Os Caminhos de Ferro (Número 21)

5 Junho 2017

É importante registar que, as empresas não se autorregem, carecem, sim, da mediação humana. Por isso, confesso ser importante assinalar os seguintes excertos:

“Em algumas 1 considerações sobre a constituição das empresas de caminhos-de-ferro”(…) “É da natureza da nossa civilização, que as maiores forças de que o homem dispõe para o seu aperfeiçoamento, sejam aquelas que mais prejuízos lhe podem causar, quando abusa delas, ou as emprega mal.”

Pelo supracitado, 1 creio ser necessário refletir sobre a criação e continuidade de uma empresa de caminhos-de-ferro. A sua conceção deve ser ponderada, para não fracassar. Porque, em face “…da sua extensão, instalações, capital e trabalho desenvolvido em todo o Universo, os caminhos-de-ferro, podem considerar-se, sobre o ponto de vista industrial, a maior realização humana de todos os tempos”.

“Nunca, antes da sua descoberta, atividade alguma, havia empregado número tão elevado de recursos técnicos e tão grande soma de capitais.”

A sua introdução na vida dos povos, 1 “…revolucionou os costumes, as industrias, as artes e as próprias mentalidades. Se o progresso positivo se faz aos impulsos destas descobertas transcendentes, nenhuma até hoje igualou em força evolutiva a descoberta da via-férrea…”, aproveito para apresentar mais algo importante: “…a vida adquiriu novo ritmo depois da invenção de Georgs Stephenson, o fumareu do seu cavalo de fogo eclipsou todos os anteriores métodos de locomoção e transporte, a liteira, a mala-posta, o coche, a diligência e a carruagem.”

O nosso escritor 2Alexandre Herculano, na primavera de 1853, escreveu nos jornais fortes críticas relativas à construção do cominho-de-ferro. Por altura da inauguração, elogiou os caminhos-de-ferro na Revista Peninsular:

 

 

“Não, a máquina a vapor é um dom do céu, um instrumento de progresso legítimo, uma fonte de cómodos e gozos para o género humano, como o foram o arado, o navio, a imprensa para os homens que o viram nascer.” Diz ainda, “a máquina a vapor leva o agasalho e o conforto, a limpeza e saúde às choupanas do povo, onde, sem ela, só habitaria por séculos a miséria extrema, com todas as suas dores e agonias.”

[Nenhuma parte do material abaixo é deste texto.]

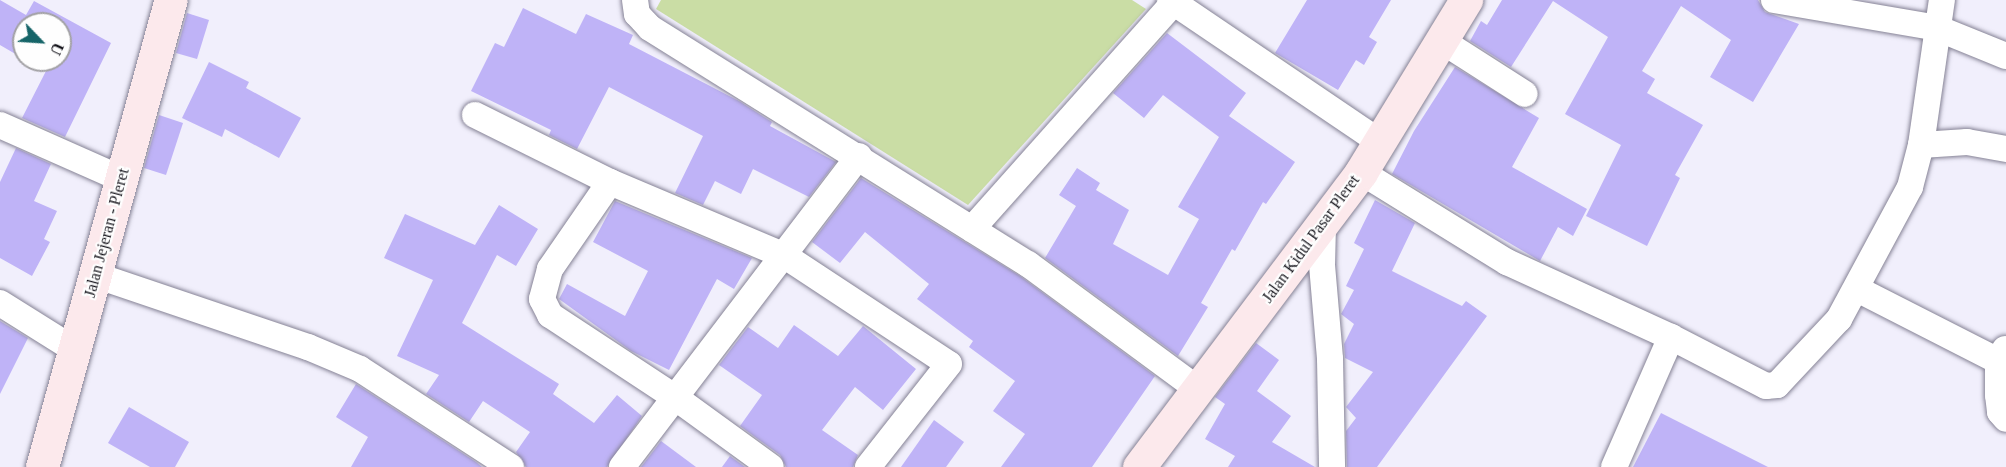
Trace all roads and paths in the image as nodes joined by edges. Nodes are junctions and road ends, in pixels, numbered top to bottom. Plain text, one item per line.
1 (171, 0) edge
2 (634, 0) edge
3 (1466, 0) edge
4 (1774, 0) edge
5 (1942, 0) edge
6 (1173, 1) edge
7 (1937, 28) junction
8 (1442, 41) junction
9 (2006, 56) edge
10 (1525, 94) dead end
11 (475, 115) dead end
12 (0, 125) edge
13 (1381, 143) junction
14 (1921, 145) junction
15 (2006, 149) edge
16 (859, 156) junction
17 (1361, 172) junction
18 (122, 179) junction
19 (609, 183) junction
20 (1323, 225) junction
21 (972, 230) junction
22 (785, 256) junction
23 (95, 275) junction
24 (1857, 289) junction
25 (0, 303) edge
26 (1671, 337) junction
27 (75, 350) junction
28 (2003, 357) edge
29 (1199, 390) junction
30 (676, 398) junction
31 (2006, 419) edge
32 (1145, 465) edge
33 (1335, 466) edge
34 (42, 467) edge
35 (511, 467) edge
36 (622, 467) edge
37 (771, 467) edge
38 (868, 467) edge
39 (1614, 467) edge

1 - 18 street, Jalan Jejeran - Pleret
2 - 16 street
3 - 8 street, Jalan Kidul Pasar Pleret
4 - 7 street
5 - 7 street
6 - 13 street
6 - 21 street
7 - 9 street
7 - 14 street
8 - 10 street
8 - 13 street, Jalan Kidul Pasar Pleret
11 - 19 street
12 - 18 street
13 - 17 street, Jalan Kidul Pasar Pleret
14 - 15 street
14 - 24 street
16 - 21 street
16 - 22 street
17 - 20 street, Jalan Kidul Pasar Pleret
17 - 26 street
18 - 23 street, Jalan Jejeran - Pleret
19 - 22 street
19 - 30 street
20 - 29 street, Jalan Kidul Pasar Pleret
20 - 33 street
21 - 29 street
22 - 30 street
22 - 38 street
23 - 27 street, Jalan Jejeran - Pleret
23 - 35 street
24 - 26 street
24 - 28 street
25 - 27 street
26 - 39 street
27 - 34 street, Jalan Jejeran - Pleret
28 - 31 street
29 - 32 street, Jalan Kidul Pasar Pleret
30 - 36 street
30 - 37 street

É claro que, com a referida invenção, poupou-se milhões de braços em trabalhos penosos, libertando-os para desempenhos mais produtivos; os quais, ao serem desalgemados muito contribuíram para acordar a humanidade de uma doença dormitem-te.

 

 

Agora sobre os serviços dos Caminhos-de-ferro Portugueses, dir-se-á que se tem ainda o serviço de saúde, que se destina a dar assistência médica – na altura – ao pessoal e sua família e ainda, as condições gerais de salubridade, sanidade e aposentações.

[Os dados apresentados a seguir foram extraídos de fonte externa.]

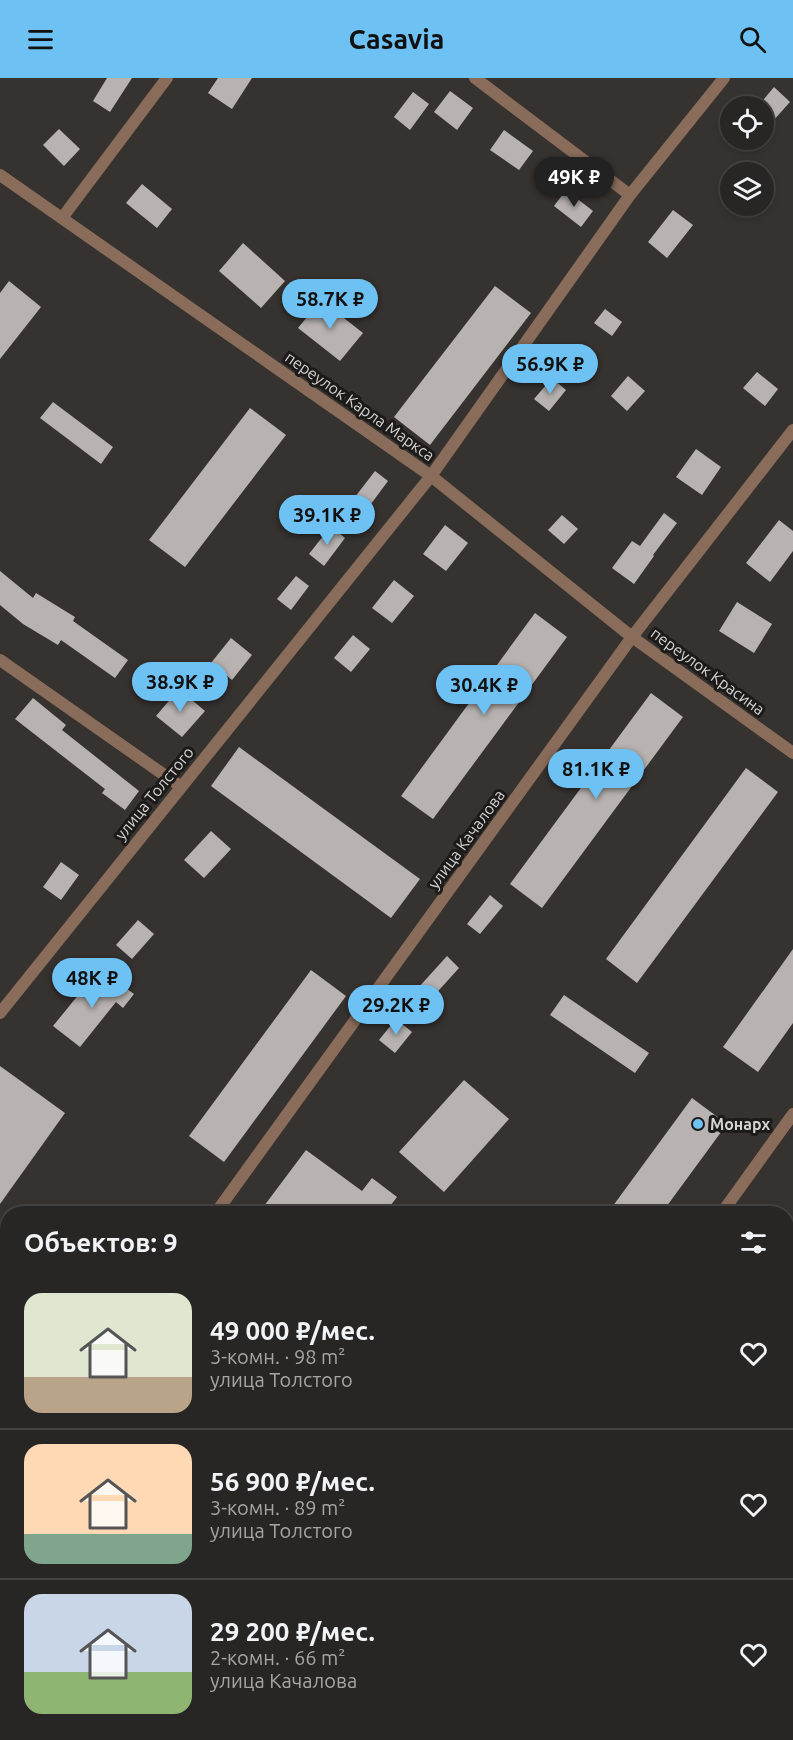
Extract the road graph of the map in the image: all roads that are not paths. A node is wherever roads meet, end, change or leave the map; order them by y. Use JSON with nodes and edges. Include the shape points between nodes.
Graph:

Ainda existe a divisão de material e tração, que tem, ao seu domínio, a requisição das locomotivas, suas reparações e abastecimentos, assim como as oficinas, o material de mercadorias e passageiros. Finalmente, existe a Divisão de Via e Obras, que cuida da manutenção da via-férrea, pontes, túneis, edifícios e linhas telegráficas.